▶ **TASK DESCRIPTION**
How many lines below hold the string "Fuutlaan"? Report that number alone.

▶ **RECORDS FOR THE EXERCISE**
- Opening Delimiter -
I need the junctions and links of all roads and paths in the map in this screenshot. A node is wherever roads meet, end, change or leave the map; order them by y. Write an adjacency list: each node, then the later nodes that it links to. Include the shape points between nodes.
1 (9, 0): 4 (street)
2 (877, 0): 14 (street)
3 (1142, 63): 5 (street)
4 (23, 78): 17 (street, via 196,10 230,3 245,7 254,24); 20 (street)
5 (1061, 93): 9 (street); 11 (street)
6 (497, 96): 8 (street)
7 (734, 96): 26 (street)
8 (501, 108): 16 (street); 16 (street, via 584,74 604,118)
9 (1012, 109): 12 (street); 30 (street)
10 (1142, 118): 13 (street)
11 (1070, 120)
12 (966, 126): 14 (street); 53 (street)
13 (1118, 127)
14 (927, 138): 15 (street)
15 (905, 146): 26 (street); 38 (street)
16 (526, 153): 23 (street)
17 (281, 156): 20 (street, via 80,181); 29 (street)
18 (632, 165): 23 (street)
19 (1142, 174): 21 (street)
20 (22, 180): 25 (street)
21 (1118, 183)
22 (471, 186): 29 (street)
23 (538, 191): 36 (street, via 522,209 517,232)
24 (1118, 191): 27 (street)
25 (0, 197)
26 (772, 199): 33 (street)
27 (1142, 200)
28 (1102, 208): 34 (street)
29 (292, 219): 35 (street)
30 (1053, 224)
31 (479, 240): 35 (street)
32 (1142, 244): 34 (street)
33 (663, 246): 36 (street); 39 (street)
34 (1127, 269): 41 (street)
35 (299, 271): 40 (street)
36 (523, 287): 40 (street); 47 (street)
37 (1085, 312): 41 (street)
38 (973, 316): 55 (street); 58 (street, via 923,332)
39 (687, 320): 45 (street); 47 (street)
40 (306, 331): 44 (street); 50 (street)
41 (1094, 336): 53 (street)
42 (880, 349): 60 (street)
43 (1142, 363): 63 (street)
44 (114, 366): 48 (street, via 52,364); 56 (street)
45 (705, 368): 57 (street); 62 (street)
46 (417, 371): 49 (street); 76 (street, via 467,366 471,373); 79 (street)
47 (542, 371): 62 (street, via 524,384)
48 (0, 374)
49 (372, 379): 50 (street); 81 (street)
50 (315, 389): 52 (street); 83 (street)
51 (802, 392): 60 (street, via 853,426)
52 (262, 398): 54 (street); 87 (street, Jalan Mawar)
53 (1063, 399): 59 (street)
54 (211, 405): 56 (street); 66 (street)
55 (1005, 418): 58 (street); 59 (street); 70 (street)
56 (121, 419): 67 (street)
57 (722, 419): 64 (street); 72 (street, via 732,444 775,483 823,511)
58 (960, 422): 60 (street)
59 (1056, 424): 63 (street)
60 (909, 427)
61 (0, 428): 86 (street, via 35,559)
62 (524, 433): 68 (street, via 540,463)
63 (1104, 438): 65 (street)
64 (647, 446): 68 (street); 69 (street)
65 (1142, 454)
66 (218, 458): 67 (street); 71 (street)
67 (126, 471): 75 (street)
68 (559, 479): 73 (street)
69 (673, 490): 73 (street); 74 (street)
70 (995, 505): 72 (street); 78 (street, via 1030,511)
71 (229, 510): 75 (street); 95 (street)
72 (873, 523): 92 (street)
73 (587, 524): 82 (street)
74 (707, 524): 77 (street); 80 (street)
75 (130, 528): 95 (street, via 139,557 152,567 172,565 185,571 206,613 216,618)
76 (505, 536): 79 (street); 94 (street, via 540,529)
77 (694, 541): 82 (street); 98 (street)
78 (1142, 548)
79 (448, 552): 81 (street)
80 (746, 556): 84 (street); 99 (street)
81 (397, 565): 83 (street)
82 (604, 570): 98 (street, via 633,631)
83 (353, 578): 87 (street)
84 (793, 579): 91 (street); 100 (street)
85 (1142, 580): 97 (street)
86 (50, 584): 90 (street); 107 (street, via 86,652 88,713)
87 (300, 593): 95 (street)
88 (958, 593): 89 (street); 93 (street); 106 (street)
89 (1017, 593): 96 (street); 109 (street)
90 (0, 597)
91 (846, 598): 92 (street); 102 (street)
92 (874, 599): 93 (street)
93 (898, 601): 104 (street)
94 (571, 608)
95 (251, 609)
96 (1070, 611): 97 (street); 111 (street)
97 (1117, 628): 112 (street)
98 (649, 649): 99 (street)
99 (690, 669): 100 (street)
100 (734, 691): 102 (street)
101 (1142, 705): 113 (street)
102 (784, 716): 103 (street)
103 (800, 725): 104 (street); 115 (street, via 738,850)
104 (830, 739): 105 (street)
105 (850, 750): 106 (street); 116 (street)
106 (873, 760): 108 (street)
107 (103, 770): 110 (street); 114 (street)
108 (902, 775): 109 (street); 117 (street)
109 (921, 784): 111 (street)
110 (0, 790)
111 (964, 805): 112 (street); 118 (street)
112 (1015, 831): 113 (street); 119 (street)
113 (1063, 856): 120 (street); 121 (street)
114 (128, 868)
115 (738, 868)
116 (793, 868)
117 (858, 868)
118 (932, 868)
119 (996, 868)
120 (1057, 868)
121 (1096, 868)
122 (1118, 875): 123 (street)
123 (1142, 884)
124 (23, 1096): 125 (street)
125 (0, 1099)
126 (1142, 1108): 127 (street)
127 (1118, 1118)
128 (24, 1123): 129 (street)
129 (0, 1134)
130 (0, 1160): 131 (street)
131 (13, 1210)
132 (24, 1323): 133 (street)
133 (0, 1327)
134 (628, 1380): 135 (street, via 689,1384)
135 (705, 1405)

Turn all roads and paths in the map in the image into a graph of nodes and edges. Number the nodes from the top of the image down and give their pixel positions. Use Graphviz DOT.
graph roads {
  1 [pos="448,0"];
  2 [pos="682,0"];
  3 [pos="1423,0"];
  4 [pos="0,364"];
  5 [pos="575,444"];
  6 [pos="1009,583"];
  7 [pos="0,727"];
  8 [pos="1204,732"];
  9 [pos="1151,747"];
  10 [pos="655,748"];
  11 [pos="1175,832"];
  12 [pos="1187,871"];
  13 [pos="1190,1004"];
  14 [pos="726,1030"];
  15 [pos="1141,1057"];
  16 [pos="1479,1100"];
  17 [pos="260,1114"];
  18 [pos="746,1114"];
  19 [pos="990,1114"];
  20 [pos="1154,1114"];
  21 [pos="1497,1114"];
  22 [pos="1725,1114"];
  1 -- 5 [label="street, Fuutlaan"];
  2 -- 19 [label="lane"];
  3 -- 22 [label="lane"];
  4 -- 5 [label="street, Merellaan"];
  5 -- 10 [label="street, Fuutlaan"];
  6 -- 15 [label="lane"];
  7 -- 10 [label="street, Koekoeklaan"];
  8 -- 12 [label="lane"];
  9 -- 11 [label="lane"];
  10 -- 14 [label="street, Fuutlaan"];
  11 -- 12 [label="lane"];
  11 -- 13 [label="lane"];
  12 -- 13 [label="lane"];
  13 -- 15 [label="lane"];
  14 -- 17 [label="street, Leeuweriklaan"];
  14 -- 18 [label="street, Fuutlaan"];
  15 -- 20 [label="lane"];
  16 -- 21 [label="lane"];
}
- Closing Delimiter -
▶ **THE COMPLETED TASK**
4